# PyTorch

Snippets of neural network definitions and other essential building blocks in PyTorch.

### Boilerplate Structure of a PyTorch Program (Supervised Learning):

In [None]:
# PyTorch model can be deployed on a CPU or GPU
net = MyModel().to(device)

train_loader = torch.utils.data.DataLoader(...)
test_loader = torch.utils.data.DataLoader(...)

# Choosing an optimiser, eg. stochastic gradient descent, Adam, etc.
optimizer = torch.optim.SGD(net.parameters,...)
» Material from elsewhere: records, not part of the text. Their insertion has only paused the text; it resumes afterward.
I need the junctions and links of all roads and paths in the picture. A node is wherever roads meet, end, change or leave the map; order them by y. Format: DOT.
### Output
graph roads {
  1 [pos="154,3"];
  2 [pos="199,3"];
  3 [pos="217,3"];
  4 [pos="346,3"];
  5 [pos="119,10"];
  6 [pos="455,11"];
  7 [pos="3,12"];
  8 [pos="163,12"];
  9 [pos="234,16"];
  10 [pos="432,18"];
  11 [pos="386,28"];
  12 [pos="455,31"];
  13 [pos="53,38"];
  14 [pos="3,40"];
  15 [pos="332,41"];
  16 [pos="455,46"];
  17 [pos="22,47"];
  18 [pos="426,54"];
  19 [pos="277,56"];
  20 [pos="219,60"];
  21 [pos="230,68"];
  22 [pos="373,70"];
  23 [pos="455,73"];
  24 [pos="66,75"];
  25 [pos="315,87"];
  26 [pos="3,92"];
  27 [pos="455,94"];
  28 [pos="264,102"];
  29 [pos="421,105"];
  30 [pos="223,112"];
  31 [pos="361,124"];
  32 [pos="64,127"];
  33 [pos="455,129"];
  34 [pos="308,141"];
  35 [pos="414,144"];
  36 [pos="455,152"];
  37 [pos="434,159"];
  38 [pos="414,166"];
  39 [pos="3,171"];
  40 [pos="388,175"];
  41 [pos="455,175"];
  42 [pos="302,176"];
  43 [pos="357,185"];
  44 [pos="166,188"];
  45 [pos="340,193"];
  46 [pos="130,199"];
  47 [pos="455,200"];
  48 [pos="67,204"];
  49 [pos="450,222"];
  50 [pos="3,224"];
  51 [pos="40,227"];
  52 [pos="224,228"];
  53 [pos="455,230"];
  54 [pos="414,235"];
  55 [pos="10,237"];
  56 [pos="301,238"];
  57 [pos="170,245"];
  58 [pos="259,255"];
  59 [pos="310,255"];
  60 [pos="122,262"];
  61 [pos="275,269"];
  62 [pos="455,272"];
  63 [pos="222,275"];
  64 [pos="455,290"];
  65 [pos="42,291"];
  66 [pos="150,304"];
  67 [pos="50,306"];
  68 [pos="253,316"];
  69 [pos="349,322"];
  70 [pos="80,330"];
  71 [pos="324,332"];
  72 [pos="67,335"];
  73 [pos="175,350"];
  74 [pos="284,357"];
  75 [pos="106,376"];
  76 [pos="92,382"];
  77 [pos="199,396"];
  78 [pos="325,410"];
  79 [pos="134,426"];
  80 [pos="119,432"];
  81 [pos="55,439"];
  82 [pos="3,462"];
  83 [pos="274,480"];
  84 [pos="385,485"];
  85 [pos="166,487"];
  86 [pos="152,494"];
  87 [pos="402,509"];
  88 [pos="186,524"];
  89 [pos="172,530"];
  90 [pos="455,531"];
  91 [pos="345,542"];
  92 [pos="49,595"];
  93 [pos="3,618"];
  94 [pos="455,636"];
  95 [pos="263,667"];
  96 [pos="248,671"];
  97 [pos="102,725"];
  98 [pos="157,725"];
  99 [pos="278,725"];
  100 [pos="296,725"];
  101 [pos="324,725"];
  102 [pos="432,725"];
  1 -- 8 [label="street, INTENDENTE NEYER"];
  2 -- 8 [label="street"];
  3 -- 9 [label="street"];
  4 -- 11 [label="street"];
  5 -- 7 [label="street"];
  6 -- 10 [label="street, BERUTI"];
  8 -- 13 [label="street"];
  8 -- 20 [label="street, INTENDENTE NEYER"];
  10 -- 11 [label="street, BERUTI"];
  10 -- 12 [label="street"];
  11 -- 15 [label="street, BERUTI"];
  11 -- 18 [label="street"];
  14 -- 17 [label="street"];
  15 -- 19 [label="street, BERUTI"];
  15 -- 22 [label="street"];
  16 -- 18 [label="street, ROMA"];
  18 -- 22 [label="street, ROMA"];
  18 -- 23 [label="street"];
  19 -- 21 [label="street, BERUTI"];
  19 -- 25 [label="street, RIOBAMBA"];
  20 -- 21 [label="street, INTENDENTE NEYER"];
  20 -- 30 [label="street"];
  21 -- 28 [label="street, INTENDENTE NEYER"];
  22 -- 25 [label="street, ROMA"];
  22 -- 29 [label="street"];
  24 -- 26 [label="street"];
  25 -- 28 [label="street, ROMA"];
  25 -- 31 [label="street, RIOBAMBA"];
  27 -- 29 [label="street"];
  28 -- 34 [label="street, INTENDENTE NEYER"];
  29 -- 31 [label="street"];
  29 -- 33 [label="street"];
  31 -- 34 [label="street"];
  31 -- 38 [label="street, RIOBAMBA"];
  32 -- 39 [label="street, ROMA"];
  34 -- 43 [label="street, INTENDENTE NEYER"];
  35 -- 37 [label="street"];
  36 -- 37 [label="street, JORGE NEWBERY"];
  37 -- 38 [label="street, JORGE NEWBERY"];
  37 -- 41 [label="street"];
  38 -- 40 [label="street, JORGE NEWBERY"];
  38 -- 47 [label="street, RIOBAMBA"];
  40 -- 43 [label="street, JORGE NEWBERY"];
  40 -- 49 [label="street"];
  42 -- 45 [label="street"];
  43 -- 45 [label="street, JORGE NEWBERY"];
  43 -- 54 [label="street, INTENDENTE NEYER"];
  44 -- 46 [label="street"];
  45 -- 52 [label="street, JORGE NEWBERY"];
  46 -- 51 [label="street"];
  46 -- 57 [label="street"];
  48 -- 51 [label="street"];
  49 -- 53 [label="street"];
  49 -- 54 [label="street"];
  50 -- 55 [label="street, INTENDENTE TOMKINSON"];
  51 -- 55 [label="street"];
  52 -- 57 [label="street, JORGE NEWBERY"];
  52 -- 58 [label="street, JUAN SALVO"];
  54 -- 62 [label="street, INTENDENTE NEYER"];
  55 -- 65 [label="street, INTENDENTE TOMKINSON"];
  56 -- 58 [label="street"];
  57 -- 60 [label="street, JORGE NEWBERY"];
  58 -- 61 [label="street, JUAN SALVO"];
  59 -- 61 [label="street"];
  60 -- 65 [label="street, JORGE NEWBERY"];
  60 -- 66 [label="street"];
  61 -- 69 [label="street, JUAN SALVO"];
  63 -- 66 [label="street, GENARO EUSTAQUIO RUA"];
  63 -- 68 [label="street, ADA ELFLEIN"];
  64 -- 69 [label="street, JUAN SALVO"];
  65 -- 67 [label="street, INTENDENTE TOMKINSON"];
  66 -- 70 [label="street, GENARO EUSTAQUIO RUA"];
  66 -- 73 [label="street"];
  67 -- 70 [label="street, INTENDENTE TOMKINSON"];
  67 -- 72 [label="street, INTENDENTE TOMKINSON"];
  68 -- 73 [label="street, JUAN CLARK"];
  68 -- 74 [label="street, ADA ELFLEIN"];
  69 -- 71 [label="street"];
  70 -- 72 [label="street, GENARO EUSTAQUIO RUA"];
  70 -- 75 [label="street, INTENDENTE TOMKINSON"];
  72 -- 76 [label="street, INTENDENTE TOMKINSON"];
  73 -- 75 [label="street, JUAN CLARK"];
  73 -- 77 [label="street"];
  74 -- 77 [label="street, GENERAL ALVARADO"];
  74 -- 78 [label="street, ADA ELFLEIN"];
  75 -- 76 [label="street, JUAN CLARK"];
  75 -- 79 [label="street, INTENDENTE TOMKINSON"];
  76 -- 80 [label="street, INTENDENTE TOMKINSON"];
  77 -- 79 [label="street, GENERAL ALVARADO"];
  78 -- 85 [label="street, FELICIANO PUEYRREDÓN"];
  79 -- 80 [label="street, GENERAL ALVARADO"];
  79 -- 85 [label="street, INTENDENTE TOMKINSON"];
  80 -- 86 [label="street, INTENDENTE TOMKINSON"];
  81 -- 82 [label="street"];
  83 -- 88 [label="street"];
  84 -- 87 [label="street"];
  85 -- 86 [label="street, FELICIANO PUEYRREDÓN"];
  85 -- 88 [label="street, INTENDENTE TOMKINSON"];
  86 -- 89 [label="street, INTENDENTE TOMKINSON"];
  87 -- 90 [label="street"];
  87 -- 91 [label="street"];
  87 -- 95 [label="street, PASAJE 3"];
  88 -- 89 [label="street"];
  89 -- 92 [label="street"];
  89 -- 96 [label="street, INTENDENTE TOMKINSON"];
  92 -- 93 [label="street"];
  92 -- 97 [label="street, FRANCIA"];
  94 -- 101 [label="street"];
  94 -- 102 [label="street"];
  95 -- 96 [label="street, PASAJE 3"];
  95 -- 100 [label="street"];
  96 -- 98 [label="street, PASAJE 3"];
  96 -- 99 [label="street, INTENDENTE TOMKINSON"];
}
# Training is done in epochs
for epoch in range(1, epochs):
    train(params, net, device, train_loader, optimizer)
    if epoch % 10 == 0:
        test(params, net, device, test_loader)

### Defining a Model

In [None]:
# Inherits from the torch.nn.Module class 
class MyModel(torch.nn.Module):
    def __init__(self):
        super(MyModel, self).__init__()
        # The structure of the network is defined here
    
    def forward(self, input):
        # Run the input through the network and return the prediction


### Defining a Custom Model

Consider the function $(x,y) \mapsto Ax\log (y) + By^2$,

In [None]:
class MyModel(torch.nn.Module):
    def __init__(self):
        super(MyModel, self).__init__()
        # The Parameter constructor needs to be given a torch tensor. 
        # Here we're creating a tensor of size 1 and initialise it with a random Gaussian value
        # Since the aim is to tune this parameter, we set requires_grad=True 
        self.A = nn.Parameter(torch.randn((1), requires_grad=True))
        self.B = nn.Parameter(torch.randn((1), requires_grad=True))
    def forward(self, input):
        output = self.A * input[:,0] * torch.log(input[:,1]) + self.B * input[:,1] * input[:,1]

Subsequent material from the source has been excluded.